One of Schlegelmilch's favorite moments of the training was when Lindley presented a module about fostering leadership within the community. Rather than explain what participants should be doing, she named several people in the room who were already doing it—uplifting and celebrating their dedication to Plumas County's recovery efforts. In Greenville Elementary School, now surrounded by empty plots and charred mountains, it was a reminder of what—and who—had brought them all together that day.
A whole-community approach to recovery
With every training that they organize, the NCDP considers how to ensure that the intentions of and resources provided by the federal government are being realized at the local level.
"I always think: Are we leaving more value than we're taking?" said Schlegelmilch. "If participants would have had this time to work through the paperwork on their picnic table, would that have been time better spent?"

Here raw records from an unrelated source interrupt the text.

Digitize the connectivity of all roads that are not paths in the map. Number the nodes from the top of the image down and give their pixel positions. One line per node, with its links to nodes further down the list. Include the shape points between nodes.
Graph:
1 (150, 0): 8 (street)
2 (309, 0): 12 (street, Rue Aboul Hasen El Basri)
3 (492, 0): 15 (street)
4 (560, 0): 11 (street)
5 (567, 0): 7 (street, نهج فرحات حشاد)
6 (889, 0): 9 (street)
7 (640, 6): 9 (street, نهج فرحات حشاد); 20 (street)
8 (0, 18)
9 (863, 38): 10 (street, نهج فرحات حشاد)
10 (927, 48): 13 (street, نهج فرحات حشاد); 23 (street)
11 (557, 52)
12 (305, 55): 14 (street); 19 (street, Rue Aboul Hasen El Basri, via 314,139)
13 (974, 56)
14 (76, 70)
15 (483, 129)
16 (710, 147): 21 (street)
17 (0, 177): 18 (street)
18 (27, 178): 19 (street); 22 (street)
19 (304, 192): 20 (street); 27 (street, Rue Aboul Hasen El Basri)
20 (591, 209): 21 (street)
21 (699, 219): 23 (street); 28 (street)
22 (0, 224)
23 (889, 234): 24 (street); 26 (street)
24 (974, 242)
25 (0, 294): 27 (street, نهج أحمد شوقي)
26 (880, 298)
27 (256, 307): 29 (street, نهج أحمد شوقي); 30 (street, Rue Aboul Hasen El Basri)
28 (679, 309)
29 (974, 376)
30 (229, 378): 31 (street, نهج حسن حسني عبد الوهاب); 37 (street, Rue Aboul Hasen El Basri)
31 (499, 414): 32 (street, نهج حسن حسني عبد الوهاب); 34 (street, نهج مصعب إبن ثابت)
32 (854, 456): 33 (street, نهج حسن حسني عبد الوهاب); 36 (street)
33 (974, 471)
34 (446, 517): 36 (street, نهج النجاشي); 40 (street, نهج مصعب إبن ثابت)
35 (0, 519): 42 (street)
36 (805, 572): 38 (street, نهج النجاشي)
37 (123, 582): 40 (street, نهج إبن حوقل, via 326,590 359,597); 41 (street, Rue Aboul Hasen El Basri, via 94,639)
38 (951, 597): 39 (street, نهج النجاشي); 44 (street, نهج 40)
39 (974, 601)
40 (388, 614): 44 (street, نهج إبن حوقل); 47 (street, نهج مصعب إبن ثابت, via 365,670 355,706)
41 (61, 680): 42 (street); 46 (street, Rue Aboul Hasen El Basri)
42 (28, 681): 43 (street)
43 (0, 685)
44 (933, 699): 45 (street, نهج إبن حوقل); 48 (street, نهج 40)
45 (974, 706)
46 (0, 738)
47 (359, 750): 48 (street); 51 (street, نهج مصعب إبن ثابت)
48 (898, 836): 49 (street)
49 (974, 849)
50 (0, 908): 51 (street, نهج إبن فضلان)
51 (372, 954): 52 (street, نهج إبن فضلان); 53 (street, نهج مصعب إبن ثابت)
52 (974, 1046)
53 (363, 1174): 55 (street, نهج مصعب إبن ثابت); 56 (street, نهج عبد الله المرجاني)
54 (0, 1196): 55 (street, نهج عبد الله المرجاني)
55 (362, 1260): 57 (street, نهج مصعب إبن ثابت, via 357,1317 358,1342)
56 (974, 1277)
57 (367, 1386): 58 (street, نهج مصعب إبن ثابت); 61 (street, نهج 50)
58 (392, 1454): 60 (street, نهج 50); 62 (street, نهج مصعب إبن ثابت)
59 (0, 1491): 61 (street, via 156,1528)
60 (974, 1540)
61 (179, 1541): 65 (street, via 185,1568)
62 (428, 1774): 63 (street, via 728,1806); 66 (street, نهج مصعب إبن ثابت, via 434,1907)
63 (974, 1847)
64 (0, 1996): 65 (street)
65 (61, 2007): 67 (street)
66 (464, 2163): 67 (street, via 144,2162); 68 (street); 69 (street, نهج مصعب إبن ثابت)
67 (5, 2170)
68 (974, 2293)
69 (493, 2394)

Schlegelmilch noted that the NCDP team did receive an outpouring of positive feedback following the training. The team was quick to attribute that response to their partnerships with local and state emergency practitioners, whose meaningful relationships with the communities represented helped set the training up for success.
"Having decision makers, stakeholders, and people with resources [in the room] added another element of hope and the opportunity to create solutions," said Lindley.
The multi-level coordination in Plumas County offers a glimpse into what an effective, whole-community approach to disaster recovery could look like. The training also underscored the prospective benefits of investing in disaster case managers—designated staff who would manage the logistics of a recovery process—and creating peer networks to exchange resources and first-hand experiences.
As climate change increases the frequency and intensity of extreme weather, these kinds of support systems, as well as trainings like the one held in Plumas County, will only become more important. "The disasters we experience in the future are going to be nothing like the ones we've seen in the past," said Dancy. "We need to focus not only on how we can rebuild communities faster but also on how we can protect them, make them more resilient so that we're minimizing the rebuilding process in the first place."